Reforms to the health system in Aotearoa New Zealand, announced by the Government yesterday are bold and brave, and are acutally what are required to address a failing health system, says Maxine Ronald, Ngati Wai, Ngati Hine, a Northland-based general surgeon, and Chair of the Royal of Australasian College’s (RACS) Indigenous Health Committee.
“The current disparities in access to care in our country depending on which area you reside in, are indefensible.
The introduction of a Māori Health Authority (MHA) is welcomed but its success will depend on being able to truly practise mana motuhake and tino rangatiratanga both within Health NZ and at a community and whanau level.”
Dr Ronald says the RACS’ Indigenous Health Committee and Māori Health Advisory Group will advocate for timely access and equitable surgical services for Māori. “For the new system to work well, local iwi and hapu in partnership with the MHA will need to inform the way in which these services are provided to ensure the best outcomes for Māori.

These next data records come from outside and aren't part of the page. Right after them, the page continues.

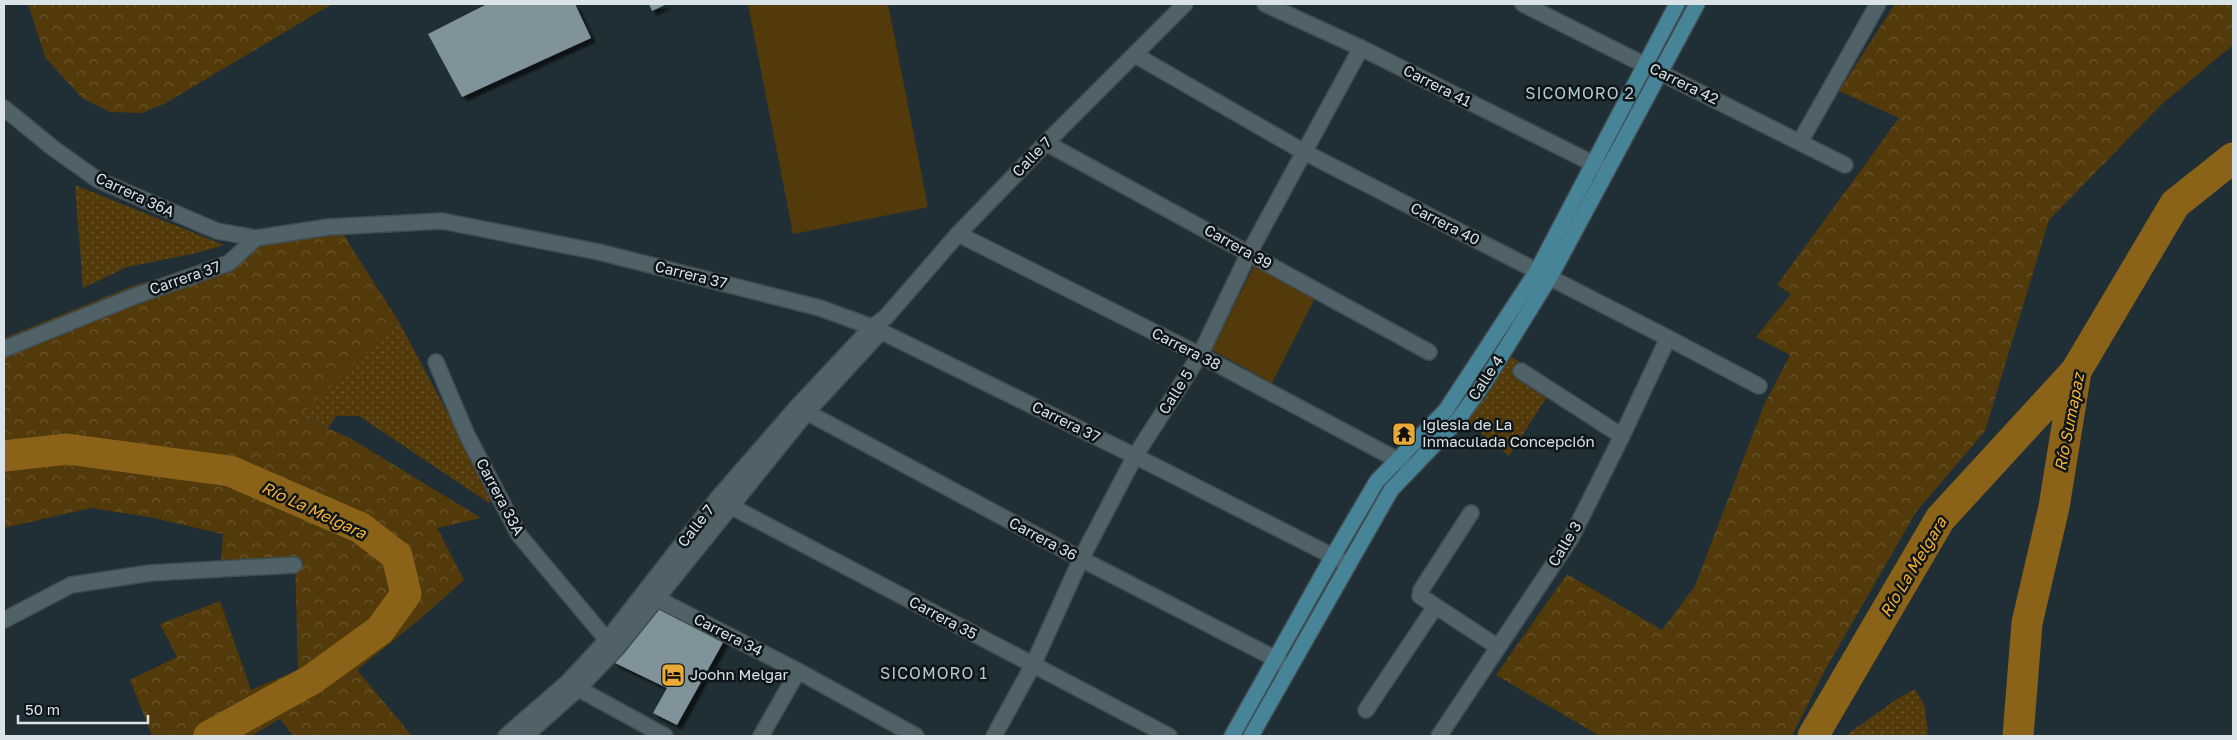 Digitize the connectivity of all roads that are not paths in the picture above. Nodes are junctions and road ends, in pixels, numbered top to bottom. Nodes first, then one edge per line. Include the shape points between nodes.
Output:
1 (1185, 4) edge
2 (1265, 4) edge
3 (1523, 4) edge
4 (1678, 4) edge
5 (1697, 4) edge
6 (1878, 4) edge
7 (1361, 48) junction
8 (1136, 55) junction
9 (1644, 64) junction
10 (1661, 72) junction
11 (4, 108) edge
12 (1800, 142) junction
13 (1046, 143) junction
14 (1304, 152) junction
15 (1592, 164) junction
16 (1845, 165) dead end
17 (1607, 171) junction
18 (958, 234) junction
19 (256, 238) junction
20 (1249, 253) junction
21 (1543, 274) junction
22 (880, 325) junction
23 (1668, 338) junction
24 (4, 349) edge
25 (1429, 352) dead end
26 (1200, 355) junction
27 (436, 362) dead end
28 (1521, 371) dead end
29 (1759, 386) dead end
30 (802, 409) junction
31 (1622, 436) junction
32 (1134, 456) junction
33 (1397, 460) junction
34 (1412, 468) junction
35 (724, 502) junction
36 (1471, 513) dead end
37 (1333, 556) junction
38 (1081, 559) junction
39 (1348, 564) junction
40 (294, 565) dead end
41 (650, 595) junction
42 (1435, 607) junction
43 (4, 620) edge
44 (607, 640) junction
45 (1498, 647) junction
46 (1276, 659) junction
47 (1033, 665) junction
48 (1289, 668) junction
49 (798, 671) junction
50 (573, 686) junction
51 (1366, 710) dead end
52 (898, 732) edge
53 (506, 736) edge
54 (525, 736) edge
55 (665, 736) edge
56 (761, 736) edge
57 (916, 736) edge
58 (994, 736) edge
59 (1169, 736) edge
60 (1232, 736) edge
61 (1251, 736) edge
62 (1439, 736) edge

1 - 8 street, Calle 7
2 - 7 street, Carrera 41
3 - 9 street, Carrera 42
4 - 9 main road, Calle 4
5 - 10 main road, Calle 4
6 - 12 street
7 - 14 street, Calle 5
7 - 15 street, Carrera 41
8 - 13 street, Calle 7
8 - 14 street, Carrera 40
9 - 10 street, Carrera 42
9 - 15 main road, Calle 4
10 - 12 street, Carrera 42
10 - 17 main road, Calle 4
11 - 19 street, Carrera 36A via 98,180 217,231
12 - 16 street, Carrera 42
13 - 18 street, Calle 7
13 - 20 street, Carrera 39
14 - 20 street, Calle 5
14 - 21 street, Carrera 40
15 - 17 street, Carrera 41
15 - 21 main road, Calle 4
17 - 21 main road, Calle 4
18 - 22 street, Calle 7
18 - 26 street, Carrera 38
19 - 22 street, Carrera 37 via 330,226 442,220 599,252
19 - 24 street, Carrera 37 via 229,263 135,296
20 - 25 street, Carrera 39
20 - 26 street, Calle 5
21 - 23 street, Carrera 40
21 - 33 main road, Calle 4 via 1446,410
21 - 34 main road, Calle 4 via 1485,382 1463,412
22 - 30 street, Calle 7
22 - 32 street, Carrera 37
23 - 29 street, Carrera 40
23 - 31 street, Calle 3
26 - 32 street, Calle 5
26 - 33 street, Carrera 38
27 - 44 street, Carrera 33A via 467,435 519,535
28 - 31 street
30 - 35 street, Calle 7
30 - 38 street, Carrera 36
31 - 45 street, Calle 3 via 1571,538
32 - 37 street, Carrera 37
32 - 38 street, Calle 5
33 - 34 street, Carrera 38
33 - 37 main road, Calle 4 via 1377,481
34 - 39 main road, Calle 4 via 1391,490
35 - 41 street, Calle 7
35 - 47 street, Carrera 35
36 - 42 street via 1421,590 1420,596
37 - 39 street, Carrera 37
37 - 46 main road, Calle 4
38 - 46 street, Carrera 36
38 - 47 street, Calle 5
39 - 48 main road, Calle 4
40 - 43 street via 150,573 71,585
41 - 44 street, Calle 7
41 - 49 street, Carrera 34
41 - 50 street, Calle 7 via 617,648
42 - 45 street
42 - 51 street
44 - 50 street, Calle 7
45 - 62 street, Calle 3
46 - 48 street, Carrera 36
46 - 60 main road, Calle 4
47 - 58 street, Calle 5
47 - 59 street, Carrera 35
48 - 61 main road, Calle 4
49 - 52 street, Carrera 34
49 - 56 street
50 - 53 street, Calle 7
50 - 54 street, Calle 7
50 - 55 street
52 - 57 street, Carrera 34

“Despite the fact that there are many Māori with significant expertise and experience working in the current health system, they have been unable to achieve equitable outcomes for Māori patients because they are still accountable to a system which is not designed in true partnership with tangata whenua.
“Hopefully the MHA offers a way forward for partnership based on Tiriti o Waitangi principles which will see Māori achieve health equity.”
RACS’ Indigenous Health Committee guides the ongoing review and development of RACS’ Indigenous health portfolio, to ensure that it continues to meet RACS’ aim to improve the health of Aboriginal, Torres Strait Islanders and Māori. The Indigenous Health Committee comprises Māori and Aboriginal Fellows and Trainees and may include non-Indigenous Fellows and Trainees.